◆ EXERCISE DETAILS: Say how many of the lines below hold "edges", writing the number and nothing more.

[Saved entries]
◇ ◇ ◇

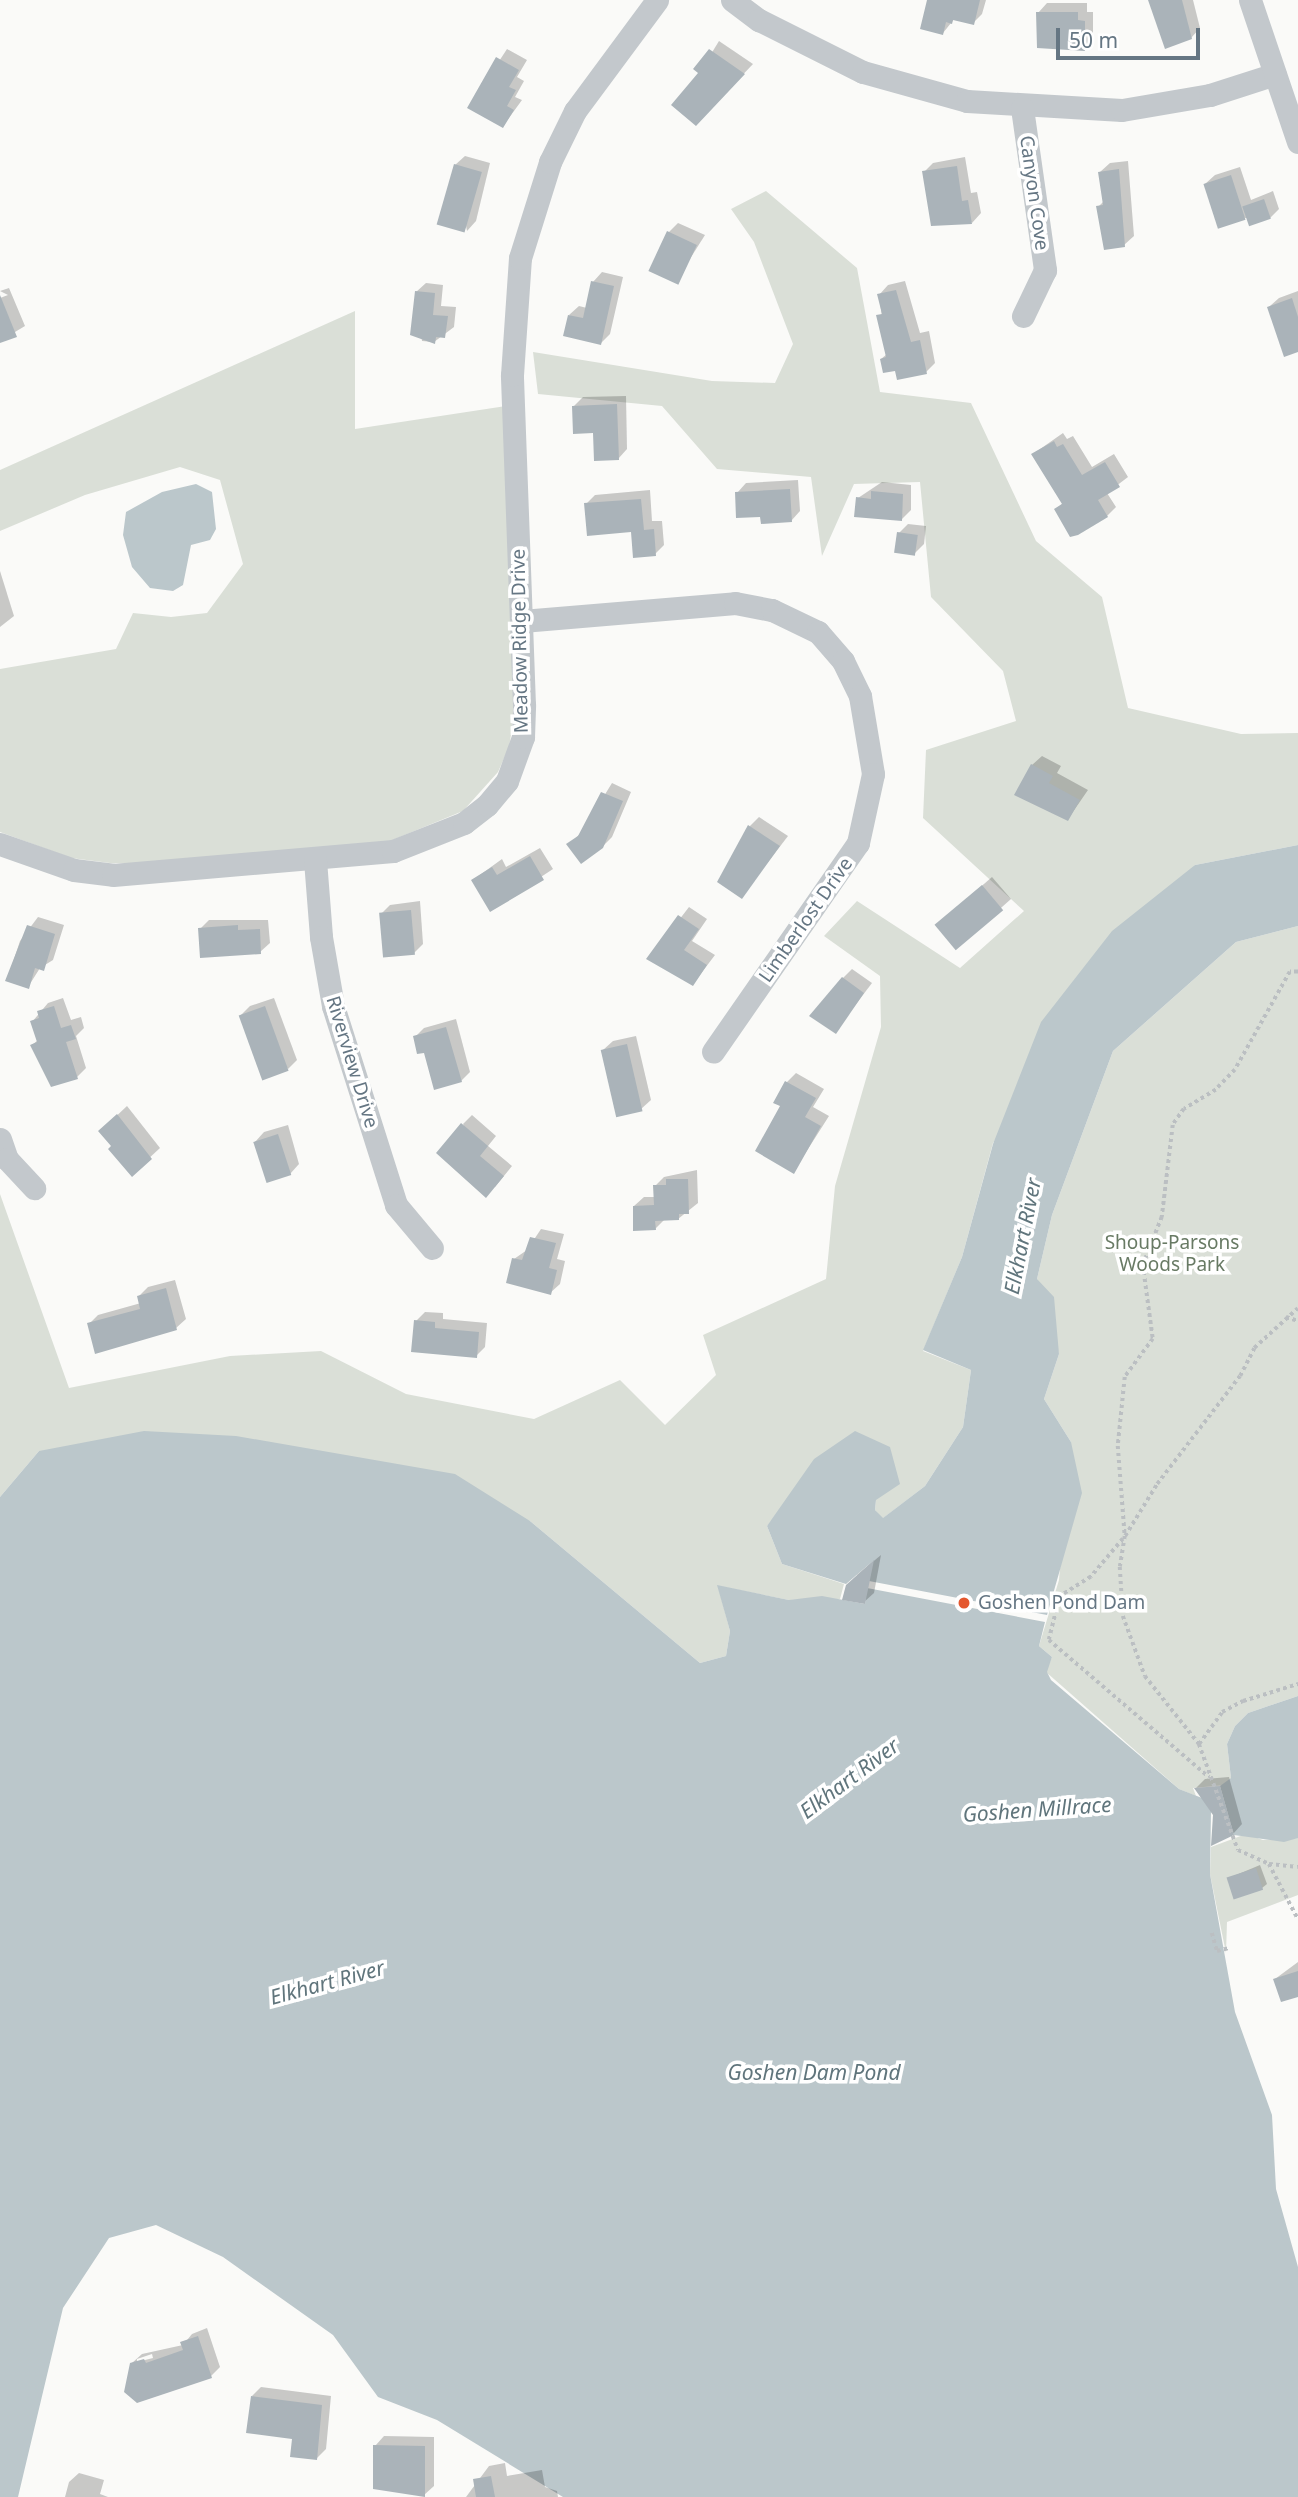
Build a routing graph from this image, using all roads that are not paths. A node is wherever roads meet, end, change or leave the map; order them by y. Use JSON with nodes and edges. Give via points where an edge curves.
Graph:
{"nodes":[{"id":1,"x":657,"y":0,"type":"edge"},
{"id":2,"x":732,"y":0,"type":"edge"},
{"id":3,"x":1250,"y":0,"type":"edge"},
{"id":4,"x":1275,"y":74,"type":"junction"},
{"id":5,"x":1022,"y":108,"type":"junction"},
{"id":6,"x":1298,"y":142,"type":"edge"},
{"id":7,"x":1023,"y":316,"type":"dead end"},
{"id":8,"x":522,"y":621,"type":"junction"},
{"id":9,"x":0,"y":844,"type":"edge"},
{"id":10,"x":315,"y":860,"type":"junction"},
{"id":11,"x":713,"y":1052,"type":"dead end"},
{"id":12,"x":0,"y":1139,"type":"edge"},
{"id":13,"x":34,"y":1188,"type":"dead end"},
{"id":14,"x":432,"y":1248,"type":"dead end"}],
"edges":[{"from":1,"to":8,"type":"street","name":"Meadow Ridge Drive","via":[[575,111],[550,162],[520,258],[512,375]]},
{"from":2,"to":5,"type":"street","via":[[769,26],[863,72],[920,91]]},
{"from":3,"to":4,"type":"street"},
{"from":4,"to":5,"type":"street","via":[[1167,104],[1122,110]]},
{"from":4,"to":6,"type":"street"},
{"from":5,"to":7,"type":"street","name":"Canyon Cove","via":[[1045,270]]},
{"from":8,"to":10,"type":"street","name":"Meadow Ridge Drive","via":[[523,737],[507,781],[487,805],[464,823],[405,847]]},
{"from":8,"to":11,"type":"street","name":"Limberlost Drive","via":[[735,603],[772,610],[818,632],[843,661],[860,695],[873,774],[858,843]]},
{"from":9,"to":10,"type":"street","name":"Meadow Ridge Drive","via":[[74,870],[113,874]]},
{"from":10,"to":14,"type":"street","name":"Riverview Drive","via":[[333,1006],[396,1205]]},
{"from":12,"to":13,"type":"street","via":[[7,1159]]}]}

◇ ◇ ◇

◆ REPLY TO THE EXERCISE: 2